Louis Pisano, journaliste de 33 ans, est un habitué des jockstraps, qui le font se sentir “un peu plus puissant, mais aussi un peu dangereux”. Il explique avoir “un secret qu[‘il est] le seul à connaître, lorsqu[‘il] le porte sous des vêtements normaux. Les sous-vêtements ordinaires sont tellement ennuyeux qu[‘il] trouve les jockstraps très avant-gardistes.”

Qui n’aime pas sentir une petite brise entre ses fesses ?”

Un autre amateur de jockstrap nous confie que tout est dans le geste : “Je me sens plus sexy. Même si je trouve ça laid sur moi, j’aime surtout le geste de porter un sous vêtement non conventionnel et considéré comme sexy.” Pour lui, le jockstrap a une connotation sexuelle car il le porte dans la confidence de son petit ami : “Le fait que seul moi et mon copain soyons au courant rend le tout excitant”. Pour autant, le couple ne le porte pas au lit : “Nous ne le portons pas pendant les rapports sexuels.

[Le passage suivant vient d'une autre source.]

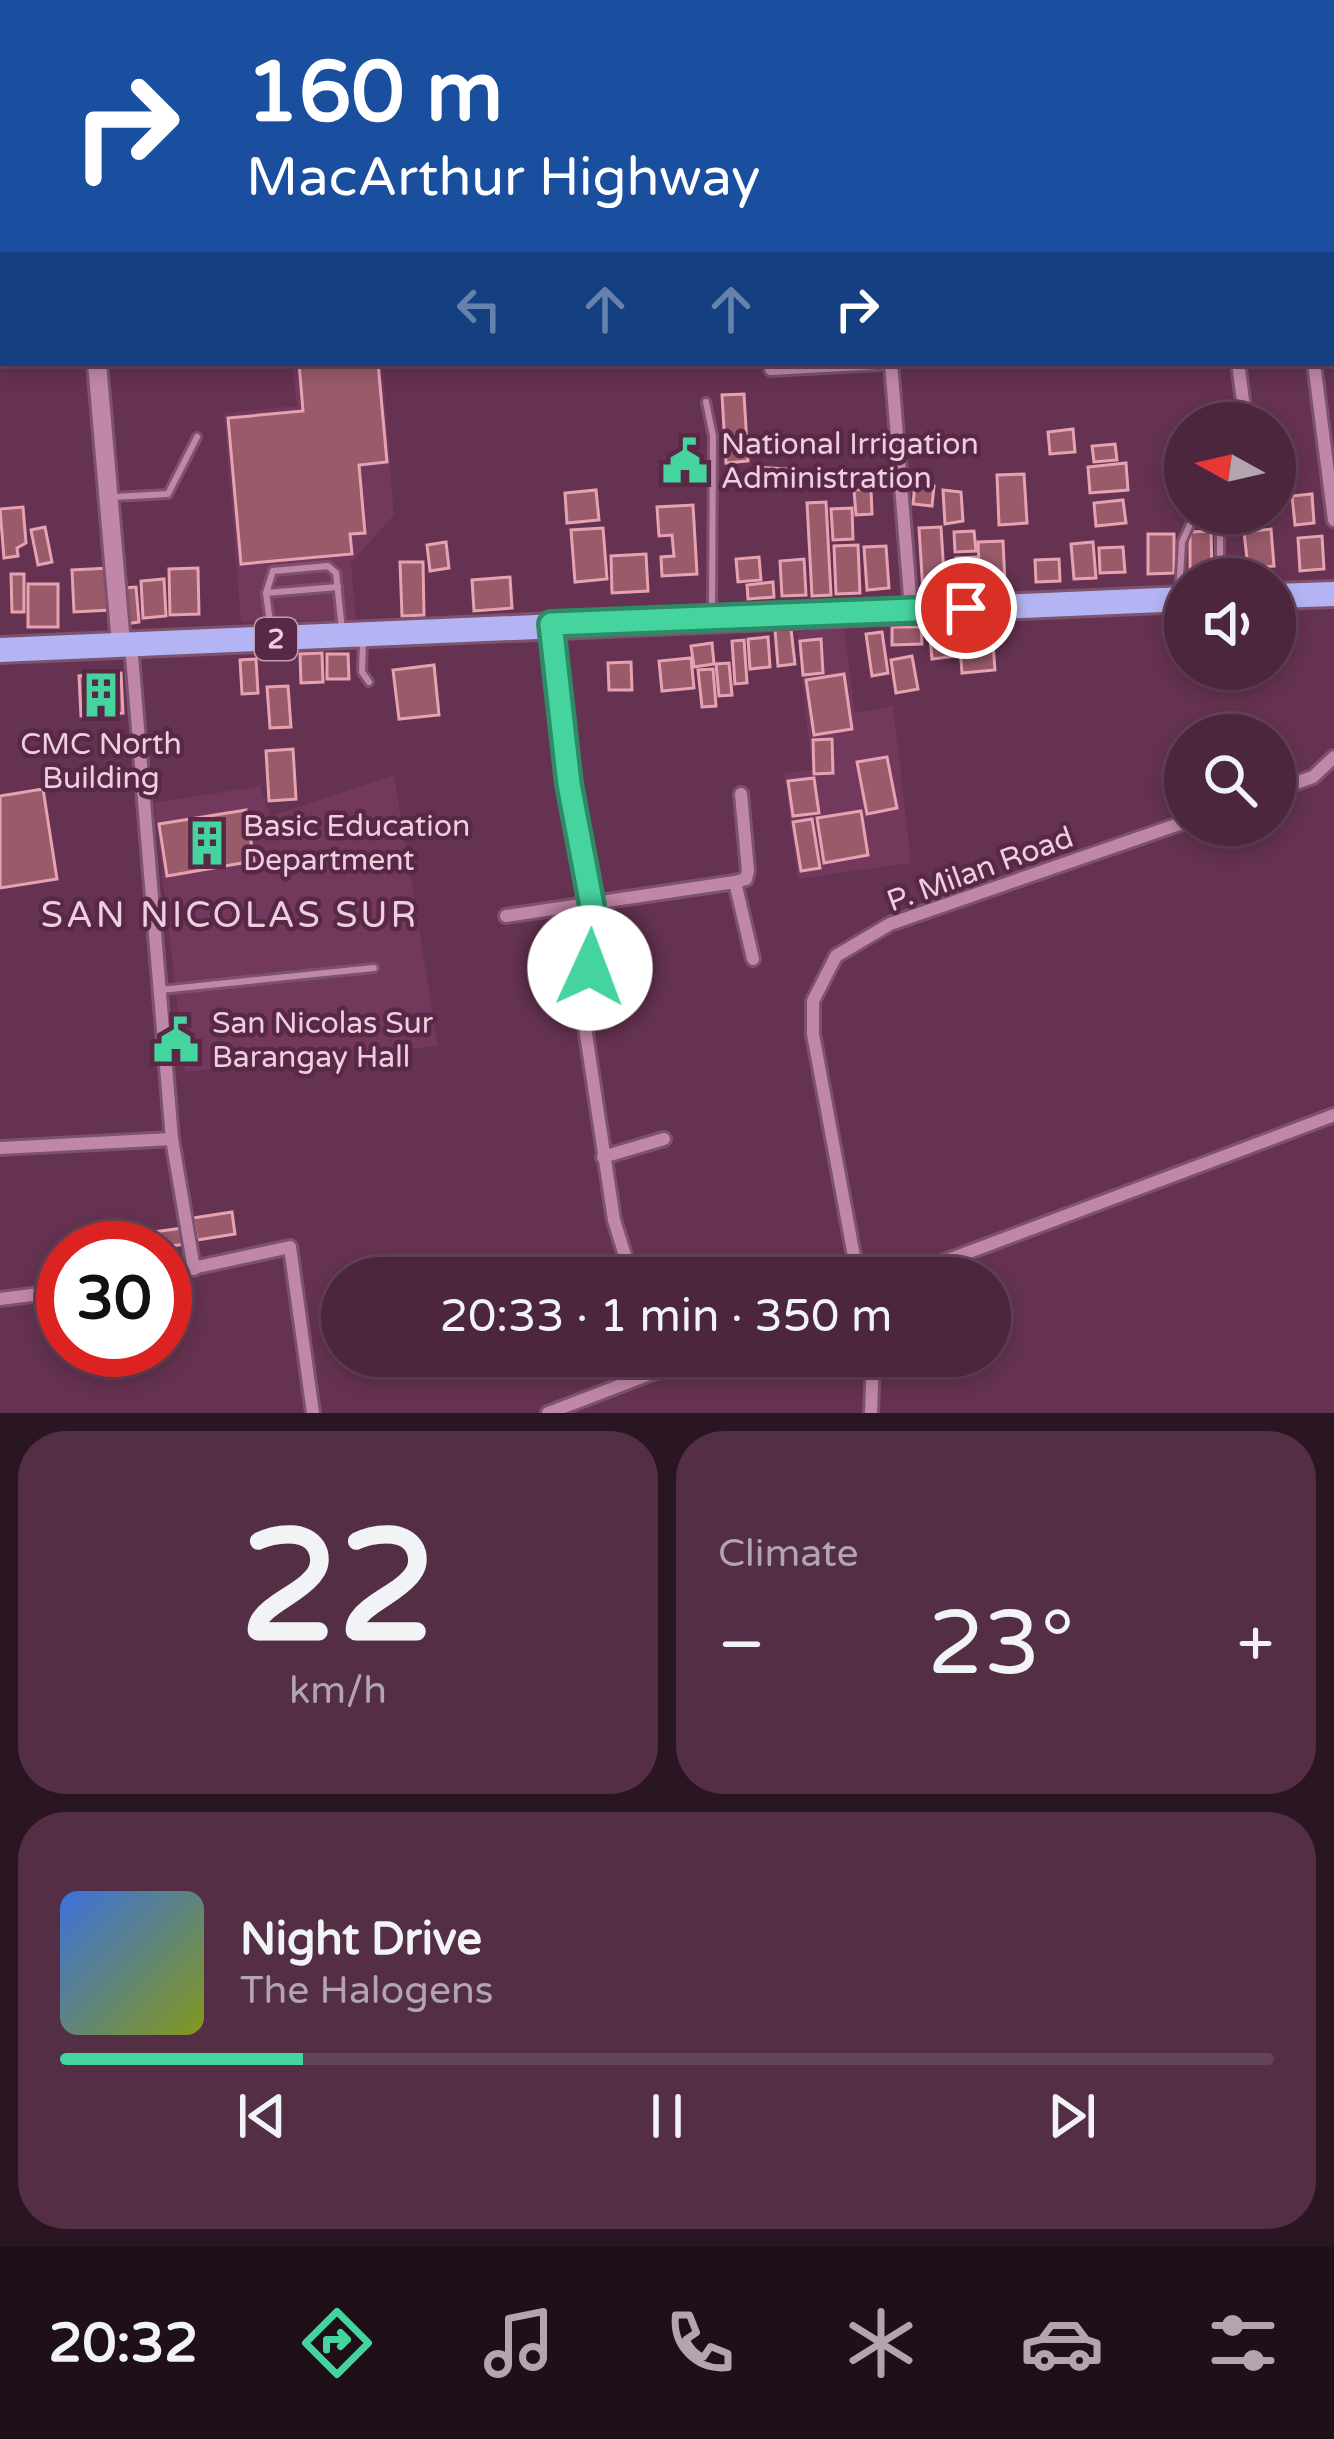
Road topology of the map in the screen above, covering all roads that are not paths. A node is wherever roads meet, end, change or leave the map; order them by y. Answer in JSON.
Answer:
{"nodes":[{"id":1,"x":97,"y":366,"type":"edge"},
{"id":2,"x":833,"y":366,"type":"edge"},
{"id":3,"x":890,"y":366,"type":"edge"},
{"id":4,"x":1238,"y":366,"type":"edge"},
{"id":5,"x":1314,"y":366,"type":"edge"},
{"id":6,"x":771,"y":370,"type":"dead end"},
{"id":7,"x":706,"y":402,"type":"dead end"},
{"id":8,"x":1243,"y":402,"type":"edge"},
{"id":9,"x":197,"y":436,"type":"dead end"},
{"id":10,"x":109,"y":497,"type":"junction"},
{"id":11,"x":1334,"y":520,"type":"edge"},
{"id":12,"x":1182,"y":558,"type":"edge"},
{"id":13,"x":1220,"y":558,"type":"edge"},
{"id":14,"x":338,"y":587,"type":"junction"},
{"id":15,"x":266,"y":593,"type":"junction"},
{"id":16,"x":1334,"y":594,"type":"edge"},
{"id":17,"x":1296,"y":595,"type":"edge"},
{"id":18,"x":1164,"y":600,"type":"edge"},
{"id":19,"x":911,"y":609,"type":"junction"},
{"id":20,"x":712,"y":617,"type":"junction"},
{"id":21,"x":551,"y":624,"type":"junction"},
{"id":22,"x":354,"y":637,"type":"junction"},
{"id":23,"x":272,"y":640,"type":"junction"},
{"id":24,"x":126,"y":644,"type":"junction"},
{"id":25,"x":0,"y":650,"type":"edge"},
{"id":26,"x":369,"y":682,"type":"dead end"},
{"id":27,"x":1334,"y":757,"type":"edge"},
{"id":28,"x":1296,"y":783,"type":"edge"},
{"id":29,"x":741,"y":794,"type":"dead end"},
{"id":30,"x":1164,"y":829,"type":"edge"},
{"id":31,"x":735,"y":882,"type":"junction"},
{"id":32,"x":592,"y":906,"type":"junction"},
{"id":33,"x":506,"y":916,"type":"dead end"},
{"id":34,"x":753,"y":959,"type":"dead end"},
{"id":35,"x":374,"y":968,"type":"dead end"},
{"id":36,"x":160,"y":990,"type":"junction"},
{"id":37,"x":1334,"y":1114,"type":"edge"},
{"id":38,"x":172,"y":1139,"type":"junction"},
{"id":39,"x":664,"y":1139,"type":"dead end"},
{"id":40,"x":0,"y":1148,"type":"edge"},
{"id":41,"x":603,"y":1157,"type":"junction"},
{"id":42,"x":627,"y":1257,"type":"edge"},
{"id":43,"x":854,"y":1257,"type":"edge"},
{"id":44,"x":956,"y":1257,"type":"edge"},
{"id":45,"x":194,"y":1269,"type":"joint"},
{"id":46,"x":36,"y":1294,"type":"edge"},
{"id":47,"x":0,"y":1299,"type":"edge"},
{"id":48,"x":630,"y":1377,"type":"edge"},
{"id":49,"x":872,"y":1377,"type":"edge"},
{"id":50,"x":313,"y":1413,"type":"edge"},
{"id":51,"x":548,"y":1413,"type":"edge"},
{"id":52,"x":871,"y":1413,"type":"edge"}],
"edges":[{"from":1,"to":10,"type":"street"},
{"from":2,"to":6,"type":"street"},
{"from":3,"to":19,"type":"street"},
{"from":4,"to":8,"type":"street"},
{"from":5,"to":11,"type":"street"},
{"from":7,"to":20,"type":"lane"},
{"from":9,"to":10,"type":"lane"},
{"from":10,"to":24,"type":"street"},
{"from":12,"to":13,"type":"lane"},
{"from":14,"to":15,"type":"lane"},
{"from":14,"to":15,"type":"lane"},
{"from":14,"to":22,"type":"lane"},
{"from":15,"to":23,"type":"lane"},
{"from":16,"to":17,"type":"highway"},
{"from":18,"to":19,"type":"highway","number":"2"},
{"from":19,"to":20,"type":"highway","number":"2"},
{"from":20,"to":21,"type":"highway","number":"2"},
{"from":21,"to":22,"type":"highway","number":"2"},
{"from":21,"to":32,"type":"street"},
{"from":22,"to":23,"type":"highway","number":"2"},
{"from":22,"to":26,"type":"lane"},
{"from":23,"to":24,"type":"highway","number":"2"},
{"from":24,"to":25,"type":"highway","number":"2"},
{"from":24,"to":36,"type":"street"},
{"from":27,"to":28,"type":"street"},
{"from":29,"to":31,"type":"street"},
{"from":30,"to":43,"type":"street","name":"P. Milan Road"},
{"from":31,"to":32,"type":"street"},
{"from":31,"to":34,"type":"street"},
{"from":32,"to":33,"type":"street"},
{"from":32,"to":41,"type":"street"},
{"from":35,"to":36,"type":"lane"},
{"from":36,"to":38,"type":"street"},
{"from":37,"to":44,"type":"street"},
{"from":38,"to":40,"type":"street"},
{"from":38,"to":45,"type":"street"},
{"from":39,"to":41,"type":"street"},
{"from":41,"to":42,"type":"street"},
{"from":45,"to":50,"type":"street"},
{"from":46,"to":47,"type":"street"},
{"from":48,"to":51,"type":"street"},
{"from":49,"to":52,"type":"street"}]}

C’est plus l’idée de le porter en public, avec un pantalon bien sûr”.

Quentin a 24 ans et travaille dans la vente. Pour lui, le jockstrap est “d’office sexuel” : “C’est soit dans le cadre d’une soirée, soit pour une ‘rencontre’. C’est un peu comme une alternative masculine à la lingerie féminine. C’est surtout pour mettre en valeur ‘the moneymaker’ [les fesses et la verge, ndlr]“. Pour Louis Pisano, c’est différent : “Ce n’est pas toujours sexuel. Mon premier souvenir des jockstraps, c’est quand j’en portais pour jouer au foot. Dans ma tête, c’est donc plutôt lié au fait d’être actif et sportif. Mais je trouve aussi qu’être actif et sportif, c’est sexy. Donc c’est entremêlé”.

Niveau confort, les avis divergent. Pour Quentin, ce n’est “pas ultra-confortable sur le long terme.” Xavi, 30 ans, ne trouve pas “que ce soit la chose la plus confortable à porter, surtout si tu portes un jean. Ça risque de causer des irritations. Mais en été, avec un short par exemple, c’est bien, on se sent plus frais.” 

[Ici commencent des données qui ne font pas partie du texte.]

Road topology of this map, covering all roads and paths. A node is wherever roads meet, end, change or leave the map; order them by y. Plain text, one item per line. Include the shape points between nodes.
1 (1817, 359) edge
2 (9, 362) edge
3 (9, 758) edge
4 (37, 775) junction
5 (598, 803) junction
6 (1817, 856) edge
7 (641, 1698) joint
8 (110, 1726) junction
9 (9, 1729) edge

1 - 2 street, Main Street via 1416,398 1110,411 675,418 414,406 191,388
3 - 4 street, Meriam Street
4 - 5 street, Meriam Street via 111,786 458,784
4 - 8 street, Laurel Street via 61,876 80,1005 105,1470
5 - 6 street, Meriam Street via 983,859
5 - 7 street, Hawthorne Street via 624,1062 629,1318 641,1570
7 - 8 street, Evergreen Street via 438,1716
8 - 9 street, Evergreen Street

Son petit ami le rejoint : “Quand la matière de pantalon ou de short est agréable, c’est plus confortable qu’un sous-vêtement classique. Lors d’un voyage en Thaïlande, alors qu’il faisait 40 °C, le combo short en lin et jockstrap m’a sauvé la vie. Le petit courant d’air sur les fesses, c’est le pur bonheur”. Même son de cloche chez Louis Pisano, qui qualifie les jockstraps d’extrêmement confortables : “Qui n’aime pas sentir une petite brise entre ses fesses ?”. Certainement pas nous.